The Future is in Your Medicine Cabinet
Legal cannabis certainly isn’t the same as that schwiffy duff we had in high school. Strain potency has increased and flower isn’t the only darling in town–we have options now! Regulations in the cannabis industry change near-daily, Boomers are intrigued by topicals and soccer moms are drinking infused waters. Where is this industry going? Krista pulled back the curtain and gave me a view of the future.

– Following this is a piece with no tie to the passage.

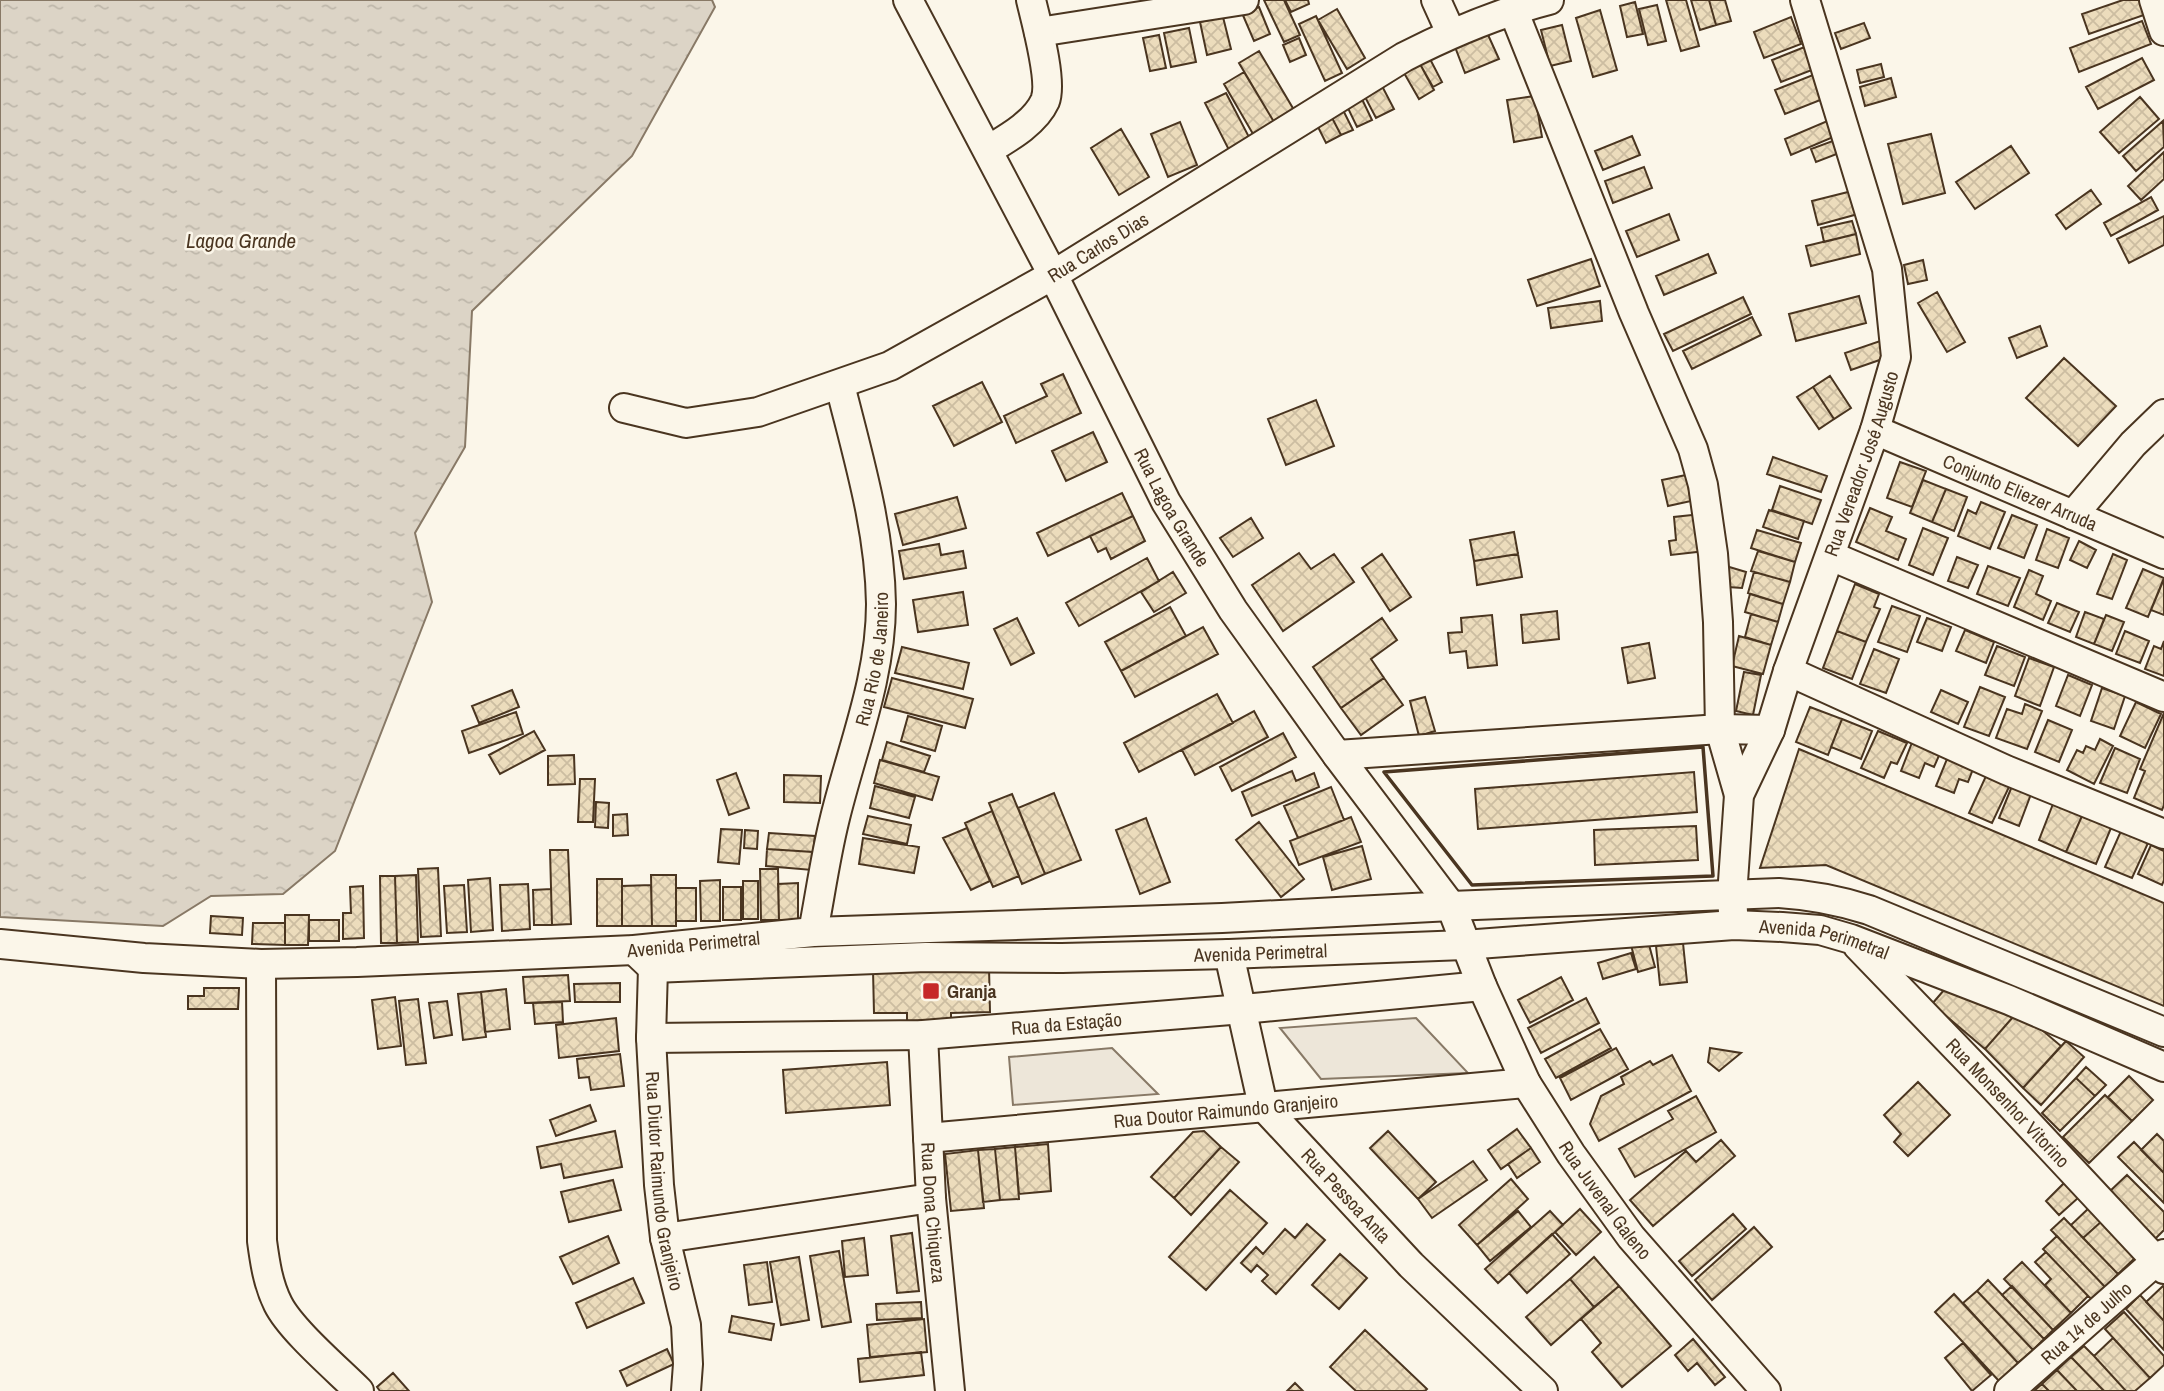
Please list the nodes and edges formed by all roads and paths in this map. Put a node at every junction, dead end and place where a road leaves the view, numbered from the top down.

“We’re on the cutting edge, the wild, wild west. All these big stores are coming onto the CBD rage, but I think it’s the future. We’ve identified 113 cannabinoids, but only marketing 5 out 113. The future and normalization of plant medicine is in the additional research and productization of all those other cannabinoids. When we figure out how to effectively use those and replace [conventional medications] to treat migraine symptoms with CBN and anxiety with hybrid products, that’s when we’ve achieved normalization. I don’t know if I’ll see that happen in my life time. But it’s up to us to make sure the research is happening, that we’re taking steps. Don’t fight over shelf space, fight over medicine cabinets”.
Want Change? Be the Change.
The lack of women and people of color in the cannabis space have been a hot topic in the media lately. Barriers to entry are high, capital is hard to get, and the former War on Drugs has pushed many would-be entrepreneurs underground. I asked Krista what we can do to change the current landscape. If you’ve been thinking about taking the leap, listen up!

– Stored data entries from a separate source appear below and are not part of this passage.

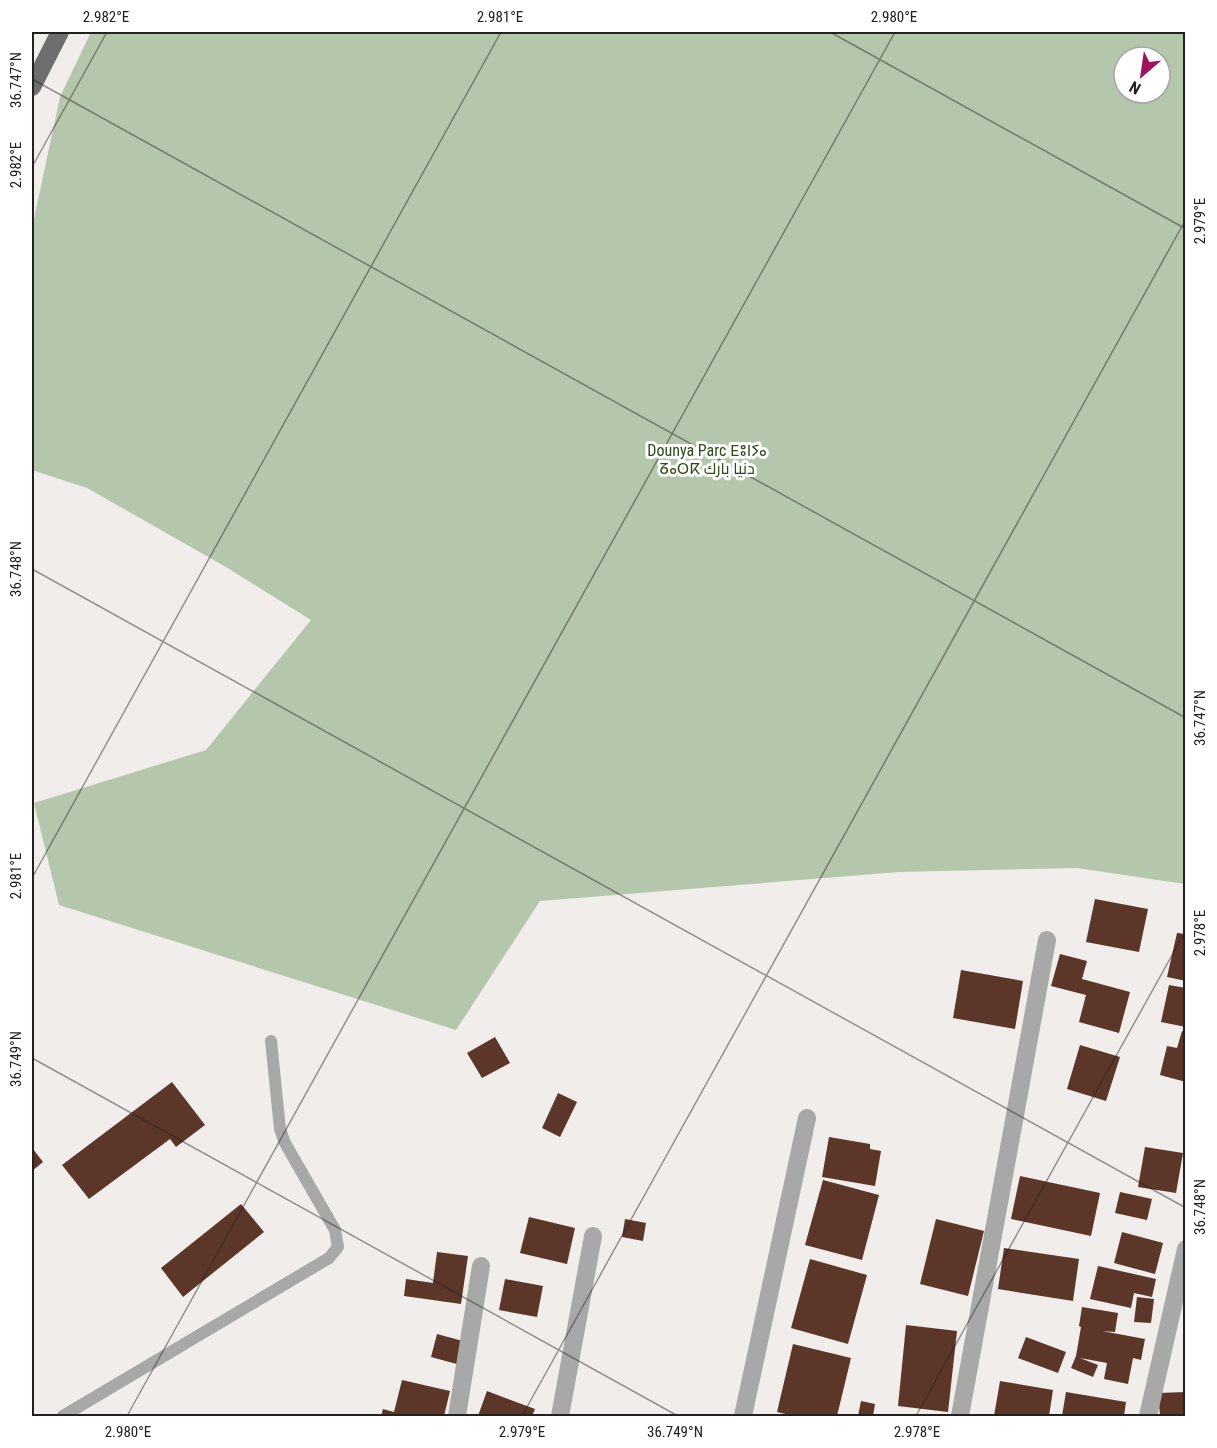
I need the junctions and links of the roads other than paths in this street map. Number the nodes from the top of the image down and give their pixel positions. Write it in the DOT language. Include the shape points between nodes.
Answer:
graph roads {
  1 [pos="60,32"];
  2 [pos="32,87"];
  3 [pos="1047,940"];
  4 [pos="271,1041"];
  5 [pos="807,1118"];
  6 [pos="593,1236"];
  7 [pos="1185,1249"];
  8 [pos="481,1266"];
  9 [pos="1177,1325"];
  10 [pos="63,1416"];
  11 [pos="457,1416"];
  12 [pos="560,1416"];
  13 [pos="743,1416"];
  14 [pos="960,1416"];
  15 [pos="1148,1416"];
  1 -- 2 [label="main road"];
  3 -- 14 [label="street"];
  4 -- 10 [label="lane" via="280,1129 335,1230 338,1246 329,1258"];
  5 -- 13 [label="street"];
  6 -- 12 [label="street"];
  7 -- 9 [label="street"];
  8 -- 11 [label="street"];
  9 -- 15 [label="street"];
}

“Do it! When I started, I was a single mom of two girls, struggling to pay my electric bills. I went out and used what I had. I’m a ride or die entrepreneur. I believe entrepreneurs can drive social change at a much far rapid pace than government. This is something I’m really passionate about. If we’re relying on states and the Federal government to prioritize diversity, we’re destined for another Silicon Valley. It’s on those of us in the industry, as well as the individuals who don’t walk the walk. We need more people doing what they do best and taking action”.
“[Altitude Products] hires people from every background, women, men, LGBTQ. We have an all-female board. Nothing is stopping you. I say I’m the Queen of Collaboration, because collaboration was forced–I didn’t have a million dollars raised from guys in suits. I got a $4,000 check from a client and built the business from there. One client led to the next client, and I finally had my tiny nest eggs to first products cooked up in my kitchen. We wouldn’t have the opportunities we have today, if it weren’t for the lack of common sense on the government’s part. It’s a tremendous lesson and I wouldn’t have the company I have today. I have a huge responsibility to pay it forward. I’ve been able to say to our production people that they are now an owner in this company, where they might never have had that opportunity before. My hope is that this enables them to have the confidence to start their own empire. Entrepreneurs have a huge opportunity to transform the current climate”.

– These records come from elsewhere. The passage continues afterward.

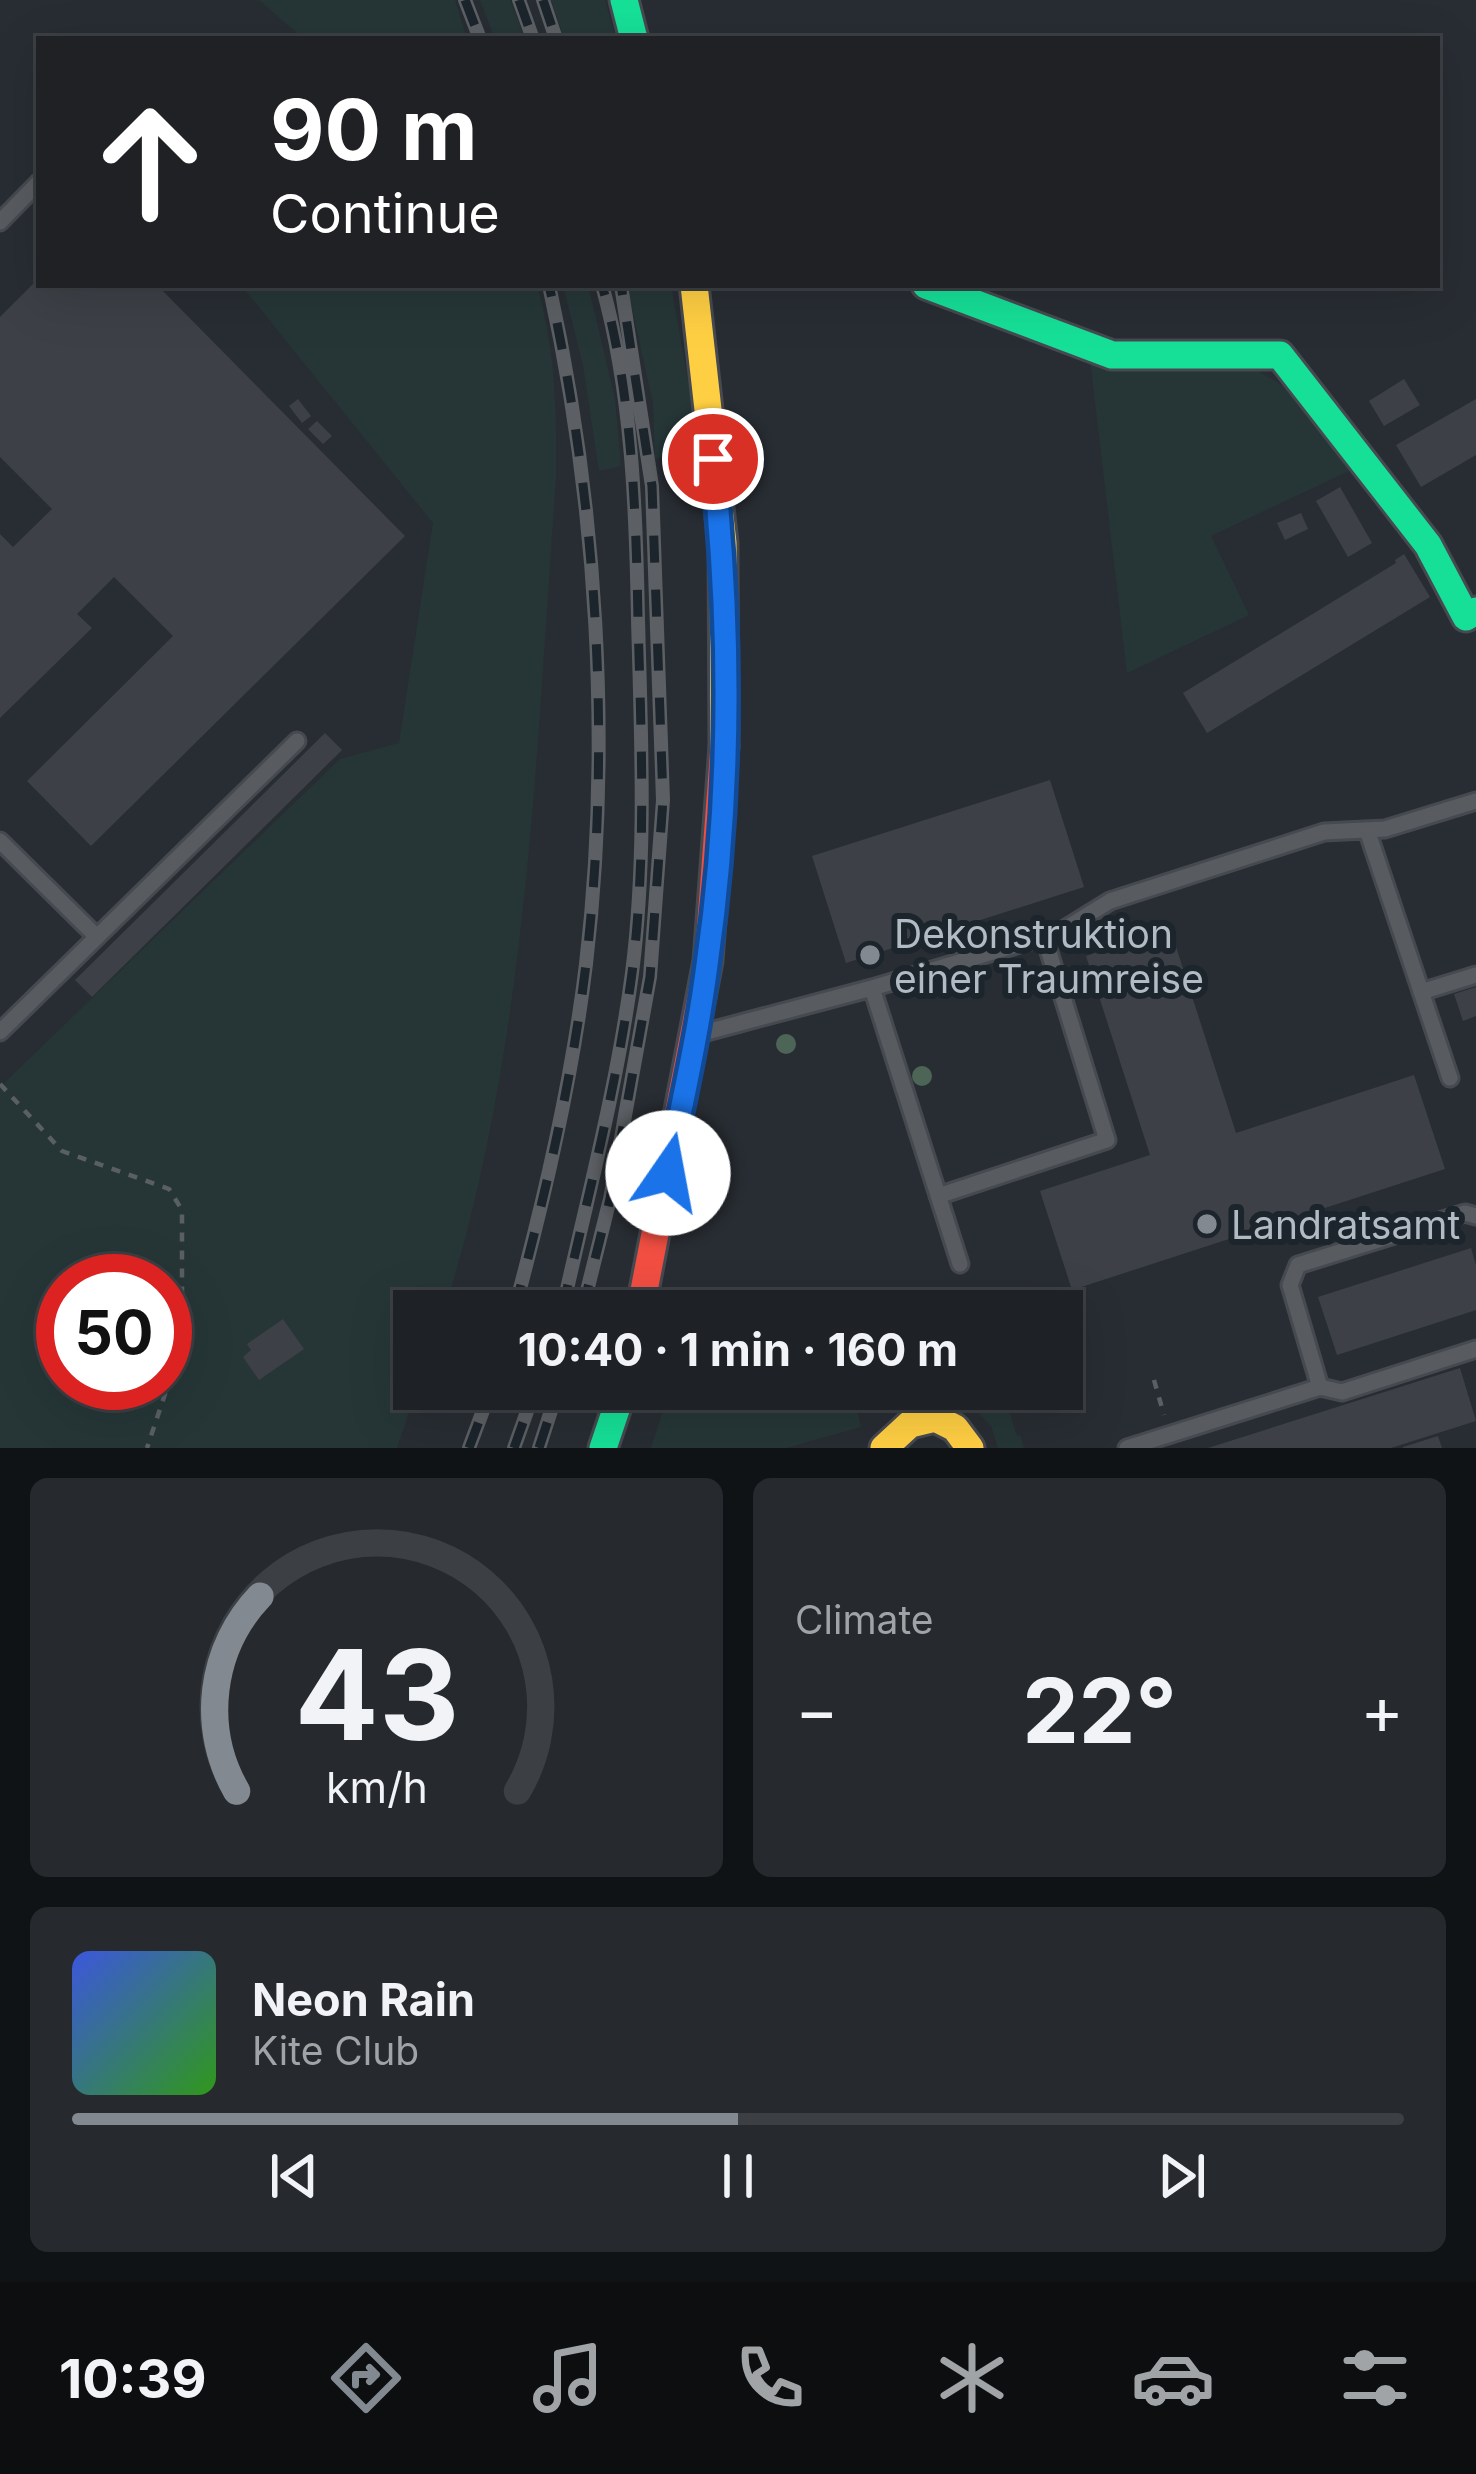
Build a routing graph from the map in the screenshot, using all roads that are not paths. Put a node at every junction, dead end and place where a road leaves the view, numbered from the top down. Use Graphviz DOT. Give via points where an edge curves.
graph roads {
  1 [pos="624,0"];
  2 [pos="633,36"];
  3 [pos="36,185"];
  4 [pos="0,222"];
  5 [pos="694,288"];
  6 [pos="934,288"];
  7 [pos="1476,610"];
  8 [pos="297,741"];
  9 [pos="1476,801"];
  10 [pos="1367,830"];
  11 [pos="0,841"];
  12 [pos="1044,936"];
  13 [pos="97,937"];
  14 [pos="1476,975"];
  15 [pos="872,988"];
  16 [pos="1421,992"];
  17 [pos="0,1031"];
  18 [pos="696,1035"];
  19 [pos="1450,1078"];
  20 [pos="938,1196"];
  21 [pos="1476,1216"];
  22 [pos="960,1264"];
  23 [pos="644,1290"];
  24 [pos="1476,1348"];
  25 [pos="1319,1387"];
  26 [pos="616,1410"];
  27 [pos="603,1448"];
  28 [pos="884,1448"];
  29 [pos="970,1448"];
  30 [pos="1127,1448"];
  1 -- 2 [label="main road"];
  3 -- 4 [label="lane"];
  5 -- 18 [label="main road" via="723,543 724,781"];
  6 -- 7 [label="main road" via="1112,355 1280,356 1429,545 1466,617"];
  8 -- 13 [label="lane"];
  9 -- 10 [label="lane"];
  10 -- 12 [label="lane" via="1324,832 1133,893"];
  10 -- 16 [label="lane"];
  11 -- 13 [label="lane"];
  12 -- 15 [label="lane"];
  12 -- 20 [label="lane" via="1107,1140"];
  13 -- 17 [label="lane"];
  14 -- 16 [label="lane"];
  15 -- 18 [label="lane"];
  15 -- 20 [label="lane"];
  16 -- 19 [label="lane"];
  18 -- 23 [label="main road"];
  20 -- 22 [label="lane"];
  21 -- 25 [label="lane" via="1298,1265 1290,1285"];
  24 -- 25 [label="lane" via="1342,1392"];
  25 -- 30 [label="lane"];
  26 -- 27 [label="main road"];
  28 -- 29 [label="main road" via="910,1424 935,1418"];
}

So what are you waiting for? If you want to do something big–like leaving your secure corporate gig to jump into the unknown that is the cannabis space–start taking the necessary steps to bring your vision to life. It’s not easy, it’s scary AF, but Krista Whitley shows us so brilliantly what we can do when we tap into our strengths to share with the world what each of us does best…and what can happen when we allow ourselves to step into and own our power.
Do your research and create a flexible plan. Align yourself with a network of like-minded people who will support you, encourage you and call you on your BS. Be unstoppable. Remember your ‘why’ and keep trudging along, even when being the change that you want to see means tough challenges ahead. Just. Keep. Going. You got this!